Published: 27 December 2023| Version 7 | DOI: 10.17632/y63frd6pmf.7
pratibha verma preeti


This dataset was meticulously curated to encapsulate tweets that vividly express raw emotions, sentiments, feelings, and textual gestures related to various situations of conflict. This includes, but is not limited to, wars, crises, civil unrest, and world wars I, II, III, etc. The fundamental objective of creating this dataset is to enable the development of digital applications capable of discerning the genuine emotional pulse of digitally empowered citizens. In essence, these tools aim to empower both the general public and government authorities with real-time insights into public sentiment, enhancing their understanding and responsiveness to critical situations.


Steps to reproduce

Topic is collection of multi-model tweet data in hinglish.
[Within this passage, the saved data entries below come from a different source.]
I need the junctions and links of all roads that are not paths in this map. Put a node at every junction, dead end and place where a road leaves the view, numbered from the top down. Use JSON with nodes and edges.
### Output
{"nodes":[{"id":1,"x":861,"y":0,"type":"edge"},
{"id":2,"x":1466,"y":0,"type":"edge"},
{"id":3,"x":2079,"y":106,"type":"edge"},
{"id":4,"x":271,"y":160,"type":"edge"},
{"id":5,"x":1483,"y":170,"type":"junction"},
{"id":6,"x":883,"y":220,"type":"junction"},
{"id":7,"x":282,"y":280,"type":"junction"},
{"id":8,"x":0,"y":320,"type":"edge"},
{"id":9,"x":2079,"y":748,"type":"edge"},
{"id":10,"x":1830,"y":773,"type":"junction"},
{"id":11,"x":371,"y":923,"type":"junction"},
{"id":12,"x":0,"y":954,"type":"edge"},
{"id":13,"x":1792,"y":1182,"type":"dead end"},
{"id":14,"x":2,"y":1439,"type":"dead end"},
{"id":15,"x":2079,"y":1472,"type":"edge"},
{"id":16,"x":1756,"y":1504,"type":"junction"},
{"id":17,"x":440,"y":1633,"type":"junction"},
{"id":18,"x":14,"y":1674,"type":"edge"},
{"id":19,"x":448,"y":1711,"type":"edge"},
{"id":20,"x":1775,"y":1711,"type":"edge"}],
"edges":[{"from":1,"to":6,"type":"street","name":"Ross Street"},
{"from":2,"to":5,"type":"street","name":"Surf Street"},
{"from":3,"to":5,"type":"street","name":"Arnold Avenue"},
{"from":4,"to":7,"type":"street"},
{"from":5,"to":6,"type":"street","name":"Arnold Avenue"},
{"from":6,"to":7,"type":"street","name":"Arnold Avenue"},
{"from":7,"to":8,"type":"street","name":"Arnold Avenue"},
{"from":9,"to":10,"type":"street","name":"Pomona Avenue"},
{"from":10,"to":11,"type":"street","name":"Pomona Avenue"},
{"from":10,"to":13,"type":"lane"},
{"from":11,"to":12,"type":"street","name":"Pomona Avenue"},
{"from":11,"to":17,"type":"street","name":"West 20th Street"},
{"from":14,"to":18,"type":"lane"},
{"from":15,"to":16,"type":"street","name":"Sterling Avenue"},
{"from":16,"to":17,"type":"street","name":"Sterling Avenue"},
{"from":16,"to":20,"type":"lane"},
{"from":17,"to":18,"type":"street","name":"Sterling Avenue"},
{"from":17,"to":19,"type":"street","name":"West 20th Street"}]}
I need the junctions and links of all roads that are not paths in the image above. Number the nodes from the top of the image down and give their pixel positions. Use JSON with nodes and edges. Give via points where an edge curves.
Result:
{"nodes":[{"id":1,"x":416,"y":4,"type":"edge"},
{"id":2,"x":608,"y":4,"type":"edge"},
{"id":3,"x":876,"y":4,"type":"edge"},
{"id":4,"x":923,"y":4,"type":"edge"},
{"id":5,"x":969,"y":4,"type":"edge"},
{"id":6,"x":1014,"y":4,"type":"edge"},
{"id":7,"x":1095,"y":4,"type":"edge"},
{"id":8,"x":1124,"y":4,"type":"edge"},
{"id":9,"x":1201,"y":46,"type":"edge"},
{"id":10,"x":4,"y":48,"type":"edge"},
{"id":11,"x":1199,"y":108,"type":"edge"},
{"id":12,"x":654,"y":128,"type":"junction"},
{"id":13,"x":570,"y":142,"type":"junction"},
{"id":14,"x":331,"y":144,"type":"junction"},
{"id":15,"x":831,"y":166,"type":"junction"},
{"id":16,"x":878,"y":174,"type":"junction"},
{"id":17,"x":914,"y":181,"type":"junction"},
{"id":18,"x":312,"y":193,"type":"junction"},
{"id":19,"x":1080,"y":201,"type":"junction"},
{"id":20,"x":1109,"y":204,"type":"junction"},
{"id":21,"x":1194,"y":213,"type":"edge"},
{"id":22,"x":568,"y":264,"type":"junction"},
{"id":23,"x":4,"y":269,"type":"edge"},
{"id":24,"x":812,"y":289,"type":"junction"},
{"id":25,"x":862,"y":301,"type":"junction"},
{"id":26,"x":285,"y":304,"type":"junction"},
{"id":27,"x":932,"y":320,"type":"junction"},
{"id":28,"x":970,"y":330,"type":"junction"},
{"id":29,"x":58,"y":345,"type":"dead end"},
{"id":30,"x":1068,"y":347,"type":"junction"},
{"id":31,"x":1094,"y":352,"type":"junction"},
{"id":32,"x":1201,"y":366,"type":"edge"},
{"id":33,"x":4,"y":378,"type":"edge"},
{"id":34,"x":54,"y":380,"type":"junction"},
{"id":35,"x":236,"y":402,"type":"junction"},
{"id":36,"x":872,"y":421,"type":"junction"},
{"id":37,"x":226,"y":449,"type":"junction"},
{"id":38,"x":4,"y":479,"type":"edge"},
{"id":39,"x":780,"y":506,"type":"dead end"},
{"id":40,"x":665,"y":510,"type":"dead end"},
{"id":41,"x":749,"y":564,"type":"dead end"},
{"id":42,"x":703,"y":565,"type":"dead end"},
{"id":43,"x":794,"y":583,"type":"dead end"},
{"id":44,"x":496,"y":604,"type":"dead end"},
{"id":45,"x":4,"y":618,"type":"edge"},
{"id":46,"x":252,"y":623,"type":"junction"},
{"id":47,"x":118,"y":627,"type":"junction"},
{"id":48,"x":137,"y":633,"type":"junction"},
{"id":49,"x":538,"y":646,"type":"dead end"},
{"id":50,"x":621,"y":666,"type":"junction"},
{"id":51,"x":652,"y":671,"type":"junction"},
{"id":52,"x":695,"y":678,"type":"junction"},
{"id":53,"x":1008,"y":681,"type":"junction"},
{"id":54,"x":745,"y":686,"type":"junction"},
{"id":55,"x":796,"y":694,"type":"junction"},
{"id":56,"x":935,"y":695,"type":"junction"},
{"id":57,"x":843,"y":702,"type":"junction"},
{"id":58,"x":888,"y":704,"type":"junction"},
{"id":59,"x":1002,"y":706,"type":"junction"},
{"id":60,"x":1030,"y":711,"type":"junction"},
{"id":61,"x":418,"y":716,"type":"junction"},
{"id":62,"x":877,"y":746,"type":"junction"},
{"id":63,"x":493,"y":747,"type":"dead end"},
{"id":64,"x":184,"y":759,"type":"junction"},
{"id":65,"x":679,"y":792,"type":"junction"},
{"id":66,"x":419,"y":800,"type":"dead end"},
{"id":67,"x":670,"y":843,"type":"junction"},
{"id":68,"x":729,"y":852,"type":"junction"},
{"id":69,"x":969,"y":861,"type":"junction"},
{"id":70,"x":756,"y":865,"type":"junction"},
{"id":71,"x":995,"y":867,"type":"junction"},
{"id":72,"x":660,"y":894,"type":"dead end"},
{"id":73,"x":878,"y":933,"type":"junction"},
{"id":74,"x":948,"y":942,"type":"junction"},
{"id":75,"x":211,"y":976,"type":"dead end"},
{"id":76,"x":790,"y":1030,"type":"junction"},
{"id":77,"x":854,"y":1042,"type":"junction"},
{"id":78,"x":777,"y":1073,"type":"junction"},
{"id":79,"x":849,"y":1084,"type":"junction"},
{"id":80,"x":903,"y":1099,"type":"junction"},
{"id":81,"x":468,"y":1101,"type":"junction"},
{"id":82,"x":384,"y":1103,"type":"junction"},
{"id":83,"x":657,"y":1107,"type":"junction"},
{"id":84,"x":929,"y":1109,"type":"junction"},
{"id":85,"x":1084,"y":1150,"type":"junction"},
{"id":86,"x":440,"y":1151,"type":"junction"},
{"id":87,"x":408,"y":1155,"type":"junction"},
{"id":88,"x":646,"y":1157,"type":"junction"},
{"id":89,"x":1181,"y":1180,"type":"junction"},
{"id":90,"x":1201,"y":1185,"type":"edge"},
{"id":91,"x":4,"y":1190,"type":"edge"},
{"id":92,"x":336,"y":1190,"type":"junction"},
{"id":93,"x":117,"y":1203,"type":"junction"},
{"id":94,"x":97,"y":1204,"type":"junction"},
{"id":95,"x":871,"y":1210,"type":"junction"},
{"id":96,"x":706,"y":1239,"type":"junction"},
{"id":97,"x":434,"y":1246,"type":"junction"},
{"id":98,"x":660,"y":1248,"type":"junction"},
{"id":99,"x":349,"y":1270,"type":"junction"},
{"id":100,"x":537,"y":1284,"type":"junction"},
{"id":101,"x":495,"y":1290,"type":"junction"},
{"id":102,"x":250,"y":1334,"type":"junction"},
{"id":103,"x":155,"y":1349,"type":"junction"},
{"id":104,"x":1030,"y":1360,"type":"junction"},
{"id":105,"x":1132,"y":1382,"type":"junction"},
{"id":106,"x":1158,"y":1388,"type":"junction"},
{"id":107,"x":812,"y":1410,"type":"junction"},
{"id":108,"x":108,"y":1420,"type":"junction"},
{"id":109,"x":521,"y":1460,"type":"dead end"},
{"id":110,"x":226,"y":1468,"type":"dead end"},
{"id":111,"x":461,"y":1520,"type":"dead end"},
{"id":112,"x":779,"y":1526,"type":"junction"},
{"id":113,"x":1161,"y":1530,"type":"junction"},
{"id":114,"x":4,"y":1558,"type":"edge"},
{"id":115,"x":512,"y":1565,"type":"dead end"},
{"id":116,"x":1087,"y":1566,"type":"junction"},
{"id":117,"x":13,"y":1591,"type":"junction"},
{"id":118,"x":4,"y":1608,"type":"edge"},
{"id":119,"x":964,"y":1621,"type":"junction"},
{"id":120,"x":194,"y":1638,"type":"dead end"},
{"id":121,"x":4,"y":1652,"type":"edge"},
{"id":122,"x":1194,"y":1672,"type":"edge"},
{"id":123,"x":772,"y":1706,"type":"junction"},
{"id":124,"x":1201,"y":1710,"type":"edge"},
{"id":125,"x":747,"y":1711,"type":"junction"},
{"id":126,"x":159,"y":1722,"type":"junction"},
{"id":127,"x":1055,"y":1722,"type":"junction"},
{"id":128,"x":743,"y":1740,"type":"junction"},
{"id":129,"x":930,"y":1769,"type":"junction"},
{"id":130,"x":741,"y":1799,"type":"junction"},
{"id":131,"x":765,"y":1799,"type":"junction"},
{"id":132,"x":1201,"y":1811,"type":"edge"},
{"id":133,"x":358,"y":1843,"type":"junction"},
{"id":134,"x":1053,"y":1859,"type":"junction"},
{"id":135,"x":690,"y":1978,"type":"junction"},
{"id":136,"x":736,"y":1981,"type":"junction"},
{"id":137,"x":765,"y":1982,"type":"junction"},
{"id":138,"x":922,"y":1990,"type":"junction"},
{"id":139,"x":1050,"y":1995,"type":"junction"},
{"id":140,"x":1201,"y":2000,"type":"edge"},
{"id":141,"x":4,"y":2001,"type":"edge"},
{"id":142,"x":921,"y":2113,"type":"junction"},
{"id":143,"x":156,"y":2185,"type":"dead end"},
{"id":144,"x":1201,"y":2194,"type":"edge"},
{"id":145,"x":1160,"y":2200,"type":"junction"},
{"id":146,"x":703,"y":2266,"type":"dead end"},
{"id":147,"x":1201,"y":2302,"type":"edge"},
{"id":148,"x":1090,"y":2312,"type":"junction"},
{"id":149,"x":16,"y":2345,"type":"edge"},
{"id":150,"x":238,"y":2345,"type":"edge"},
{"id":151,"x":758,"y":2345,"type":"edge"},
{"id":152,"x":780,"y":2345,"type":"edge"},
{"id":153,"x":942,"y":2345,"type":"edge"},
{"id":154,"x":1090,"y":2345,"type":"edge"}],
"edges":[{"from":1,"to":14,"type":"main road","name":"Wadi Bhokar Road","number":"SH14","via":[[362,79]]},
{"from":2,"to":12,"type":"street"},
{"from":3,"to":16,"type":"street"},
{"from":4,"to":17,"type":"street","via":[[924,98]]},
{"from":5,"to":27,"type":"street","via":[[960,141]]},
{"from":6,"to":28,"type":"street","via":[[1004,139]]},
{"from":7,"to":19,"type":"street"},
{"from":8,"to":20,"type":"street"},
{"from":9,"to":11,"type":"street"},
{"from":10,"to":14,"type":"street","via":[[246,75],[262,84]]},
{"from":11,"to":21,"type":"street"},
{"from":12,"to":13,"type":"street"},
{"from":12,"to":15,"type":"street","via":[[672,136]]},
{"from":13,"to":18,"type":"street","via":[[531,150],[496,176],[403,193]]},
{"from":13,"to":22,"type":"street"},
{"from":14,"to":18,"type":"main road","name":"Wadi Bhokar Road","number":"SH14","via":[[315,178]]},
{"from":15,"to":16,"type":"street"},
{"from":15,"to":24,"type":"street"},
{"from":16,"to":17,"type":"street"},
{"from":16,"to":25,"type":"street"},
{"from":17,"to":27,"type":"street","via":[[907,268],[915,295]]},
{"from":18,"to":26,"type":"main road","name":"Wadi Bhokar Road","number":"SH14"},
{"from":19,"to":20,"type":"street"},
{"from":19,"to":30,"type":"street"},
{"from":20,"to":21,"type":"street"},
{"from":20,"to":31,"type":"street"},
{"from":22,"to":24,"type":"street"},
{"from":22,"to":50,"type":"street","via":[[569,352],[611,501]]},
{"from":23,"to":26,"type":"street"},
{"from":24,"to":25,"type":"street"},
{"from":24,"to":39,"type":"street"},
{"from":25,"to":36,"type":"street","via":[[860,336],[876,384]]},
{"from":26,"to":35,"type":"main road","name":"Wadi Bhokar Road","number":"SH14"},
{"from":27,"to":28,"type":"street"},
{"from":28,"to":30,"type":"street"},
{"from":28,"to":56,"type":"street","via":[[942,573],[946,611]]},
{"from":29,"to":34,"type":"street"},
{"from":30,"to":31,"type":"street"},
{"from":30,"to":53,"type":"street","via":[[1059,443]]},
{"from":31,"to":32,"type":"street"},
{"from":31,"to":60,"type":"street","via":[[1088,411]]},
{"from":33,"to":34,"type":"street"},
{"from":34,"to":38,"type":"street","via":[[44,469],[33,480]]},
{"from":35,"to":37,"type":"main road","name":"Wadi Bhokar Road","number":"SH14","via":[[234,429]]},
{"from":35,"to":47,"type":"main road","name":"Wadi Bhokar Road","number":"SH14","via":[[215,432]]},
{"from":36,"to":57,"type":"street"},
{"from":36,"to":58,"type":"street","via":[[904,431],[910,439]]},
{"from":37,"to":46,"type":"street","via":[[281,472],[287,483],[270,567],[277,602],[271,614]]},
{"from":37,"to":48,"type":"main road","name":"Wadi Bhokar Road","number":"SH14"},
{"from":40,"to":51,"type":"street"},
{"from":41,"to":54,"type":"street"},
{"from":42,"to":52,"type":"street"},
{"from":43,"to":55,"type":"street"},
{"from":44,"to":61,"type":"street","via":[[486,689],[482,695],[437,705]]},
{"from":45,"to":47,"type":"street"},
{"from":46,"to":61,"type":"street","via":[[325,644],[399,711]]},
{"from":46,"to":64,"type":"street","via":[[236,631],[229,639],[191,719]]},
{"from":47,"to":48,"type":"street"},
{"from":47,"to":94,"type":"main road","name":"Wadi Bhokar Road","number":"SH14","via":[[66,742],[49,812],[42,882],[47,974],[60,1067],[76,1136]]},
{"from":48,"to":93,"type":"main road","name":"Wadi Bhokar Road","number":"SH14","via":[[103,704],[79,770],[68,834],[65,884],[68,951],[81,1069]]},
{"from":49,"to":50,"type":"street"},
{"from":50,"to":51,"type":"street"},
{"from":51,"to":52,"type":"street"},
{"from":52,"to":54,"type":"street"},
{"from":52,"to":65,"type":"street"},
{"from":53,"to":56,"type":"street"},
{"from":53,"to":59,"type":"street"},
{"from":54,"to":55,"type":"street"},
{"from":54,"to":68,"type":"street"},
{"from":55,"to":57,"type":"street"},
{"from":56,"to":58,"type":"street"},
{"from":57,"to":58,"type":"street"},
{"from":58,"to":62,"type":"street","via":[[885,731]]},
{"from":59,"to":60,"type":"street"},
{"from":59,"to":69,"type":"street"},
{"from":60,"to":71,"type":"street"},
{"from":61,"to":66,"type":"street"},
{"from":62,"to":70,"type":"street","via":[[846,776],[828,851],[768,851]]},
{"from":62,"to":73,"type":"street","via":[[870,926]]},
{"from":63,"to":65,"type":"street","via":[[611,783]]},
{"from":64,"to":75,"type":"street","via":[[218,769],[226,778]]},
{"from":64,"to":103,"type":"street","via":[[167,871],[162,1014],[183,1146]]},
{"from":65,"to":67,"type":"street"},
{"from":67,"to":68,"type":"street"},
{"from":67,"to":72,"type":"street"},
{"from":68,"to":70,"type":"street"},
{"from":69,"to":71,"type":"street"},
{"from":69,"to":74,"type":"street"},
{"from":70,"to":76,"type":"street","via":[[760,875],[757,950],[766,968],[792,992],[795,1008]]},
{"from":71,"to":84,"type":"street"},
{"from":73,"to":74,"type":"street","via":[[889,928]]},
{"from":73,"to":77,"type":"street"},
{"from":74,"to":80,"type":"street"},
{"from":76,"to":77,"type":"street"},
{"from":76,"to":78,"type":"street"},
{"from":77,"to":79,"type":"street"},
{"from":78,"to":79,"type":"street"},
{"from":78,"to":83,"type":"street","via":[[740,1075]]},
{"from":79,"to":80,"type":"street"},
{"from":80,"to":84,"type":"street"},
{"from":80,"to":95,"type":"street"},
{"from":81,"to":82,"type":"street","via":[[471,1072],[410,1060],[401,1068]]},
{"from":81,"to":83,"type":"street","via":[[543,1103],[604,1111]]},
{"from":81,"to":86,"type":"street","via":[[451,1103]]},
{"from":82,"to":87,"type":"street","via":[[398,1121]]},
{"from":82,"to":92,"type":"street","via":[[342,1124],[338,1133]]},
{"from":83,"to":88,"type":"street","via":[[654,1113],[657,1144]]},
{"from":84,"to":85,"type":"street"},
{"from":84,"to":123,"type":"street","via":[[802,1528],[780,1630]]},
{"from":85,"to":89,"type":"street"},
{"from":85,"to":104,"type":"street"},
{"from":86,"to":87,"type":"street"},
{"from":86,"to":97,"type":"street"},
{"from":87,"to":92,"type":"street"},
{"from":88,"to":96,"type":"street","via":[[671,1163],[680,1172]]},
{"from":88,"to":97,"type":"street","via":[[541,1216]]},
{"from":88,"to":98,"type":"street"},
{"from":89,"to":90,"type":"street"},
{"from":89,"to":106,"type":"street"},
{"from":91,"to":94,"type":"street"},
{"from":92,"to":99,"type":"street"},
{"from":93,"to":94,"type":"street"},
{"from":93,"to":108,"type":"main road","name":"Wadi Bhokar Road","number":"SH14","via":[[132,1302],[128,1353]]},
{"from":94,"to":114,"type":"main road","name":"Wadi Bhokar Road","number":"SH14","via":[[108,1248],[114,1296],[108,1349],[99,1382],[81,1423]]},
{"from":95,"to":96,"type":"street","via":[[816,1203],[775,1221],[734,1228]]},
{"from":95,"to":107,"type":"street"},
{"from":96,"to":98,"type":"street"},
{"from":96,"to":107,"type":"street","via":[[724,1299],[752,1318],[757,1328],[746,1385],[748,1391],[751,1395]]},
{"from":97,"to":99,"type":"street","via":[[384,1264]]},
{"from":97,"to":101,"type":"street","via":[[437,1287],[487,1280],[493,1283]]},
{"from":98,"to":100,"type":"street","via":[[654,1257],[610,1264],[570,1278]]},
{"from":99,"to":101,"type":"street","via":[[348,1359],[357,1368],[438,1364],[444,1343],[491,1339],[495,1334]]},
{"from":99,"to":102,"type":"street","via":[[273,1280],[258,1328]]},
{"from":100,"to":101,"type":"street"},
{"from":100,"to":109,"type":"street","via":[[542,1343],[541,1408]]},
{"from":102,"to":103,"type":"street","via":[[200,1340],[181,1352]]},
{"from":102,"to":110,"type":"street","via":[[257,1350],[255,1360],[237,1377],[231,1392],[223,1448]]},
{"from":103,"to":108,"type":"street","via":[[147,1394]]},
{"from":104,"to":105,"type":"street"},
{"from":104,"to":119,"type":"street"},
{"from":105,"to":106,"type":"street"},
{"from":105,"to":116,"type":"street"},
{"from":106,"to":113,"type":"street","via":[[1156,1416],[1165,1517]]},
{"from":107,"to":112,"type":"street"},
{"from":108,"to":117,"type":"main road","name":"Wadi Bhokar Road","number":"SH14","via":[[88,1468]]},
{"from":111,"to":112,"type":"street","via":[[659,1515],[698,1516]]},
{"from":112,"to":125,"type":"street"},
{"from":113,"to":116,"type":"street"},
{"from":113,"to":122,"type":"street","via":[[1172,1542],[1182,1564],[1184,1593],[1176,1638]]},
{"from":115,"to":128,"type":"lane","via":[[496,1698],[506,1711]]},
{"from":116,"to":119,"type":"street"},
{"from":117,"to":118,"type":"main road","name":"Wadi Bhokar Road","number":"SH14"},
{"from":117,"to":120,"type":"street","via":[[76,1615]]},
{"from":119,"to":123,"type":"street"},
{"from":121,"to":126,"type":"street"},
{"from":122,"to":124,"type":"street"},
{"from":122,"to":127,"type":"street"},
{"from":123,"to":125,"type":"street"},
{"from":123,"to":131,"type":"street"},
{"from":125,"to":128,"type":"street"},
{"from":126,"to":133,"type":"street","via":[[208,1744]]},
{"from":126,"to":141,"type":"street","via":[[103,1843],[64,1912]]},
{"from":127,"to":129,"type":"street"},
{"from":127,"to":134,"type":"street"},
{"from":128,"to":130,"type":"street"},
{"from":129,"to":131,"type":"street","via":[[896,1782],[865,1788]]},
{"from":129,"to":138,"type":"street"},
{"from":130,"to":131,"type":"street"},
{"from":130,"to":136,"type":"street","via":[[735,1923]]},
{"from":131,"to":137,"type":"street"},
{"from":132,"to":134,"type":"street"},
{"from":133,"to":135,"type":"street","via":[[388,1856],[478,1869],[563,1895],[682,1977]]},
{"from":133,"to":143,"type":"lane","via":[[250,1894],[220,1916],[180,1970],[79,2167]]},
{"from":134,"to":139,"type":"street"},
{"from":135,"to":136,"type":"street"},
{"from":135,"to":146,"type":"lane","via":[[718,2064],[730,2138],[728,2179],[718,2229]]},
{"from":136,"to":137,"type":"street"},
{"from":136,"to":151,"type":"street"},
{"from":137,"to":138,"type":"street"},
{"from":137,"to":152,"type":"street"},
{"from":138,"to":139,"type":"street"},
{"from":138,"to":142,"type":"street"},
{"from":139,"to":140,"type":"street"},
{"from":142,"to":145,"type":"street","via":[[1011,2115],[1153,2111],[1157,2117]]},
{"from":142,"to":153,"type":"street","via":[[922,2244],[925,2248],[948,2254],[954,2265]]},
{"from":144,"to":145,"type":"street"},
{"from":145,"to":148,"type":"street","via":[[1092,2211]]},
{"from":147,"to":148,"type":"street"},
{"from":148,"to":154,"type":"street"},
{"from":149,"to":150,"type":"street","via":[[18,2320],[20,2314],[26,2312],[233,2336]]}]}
Hence, using keywords, hashtags, or user accounts and areas of interest, such as conflicts, wars, crises, etc. Do the following Set up Twitter API Access: You will need to access Twitter's data. To do this, you must apply for a Twitter Developer Account, create a project, and then generate API keys. Utilize a Tweet Scraper/Scraper Library: Use a Python library like Tweepy or Twint to interface with the Twitter API. These libraries allow you to retrieve tweets according to your specified parameters. Filter Tweets: After retrieving the tweets, you need to filter and process them. This involves removing retweets, filtering by language (if necessary), and perhaps cleaning the text (removing URLs, Twitter handles, special characters, etc.). Extract Relevant Information: From the retrieved and filtered tweets, extract relevant information like the tweet text, tweet creation time, user's name, user's location (if available), retweet count, favorite count, and other relevant data. Perform Sentiment Analysis (Optional): Depending on your research objectives, you might want to perform sentiment analysis on the tweets to categorize them into positive, neutral, or negative sentiment. Store the Data: Store the collected and processed data in a suitable format for future analysis. This could be a CSV file, a database, or any other storage medium that fits your needs. Update the Dataset Periodically: Depending on your research needs, you might want to keep your dataset up-to-date by periodically running your scraping and processing code. Remember, when collecting data from social media platforms like Twitter, it is important to respect user privacy and comply with the terms of service of the platform. Also, due to the nature of this dataset, it's crucial to handle the information ethically, considering the sensitive context (wars, crises, civil unrest, etc.) it relates to. This dataset is updated and now comprises 10,040 tweets. (English, Hindi) and Hinglish tweets).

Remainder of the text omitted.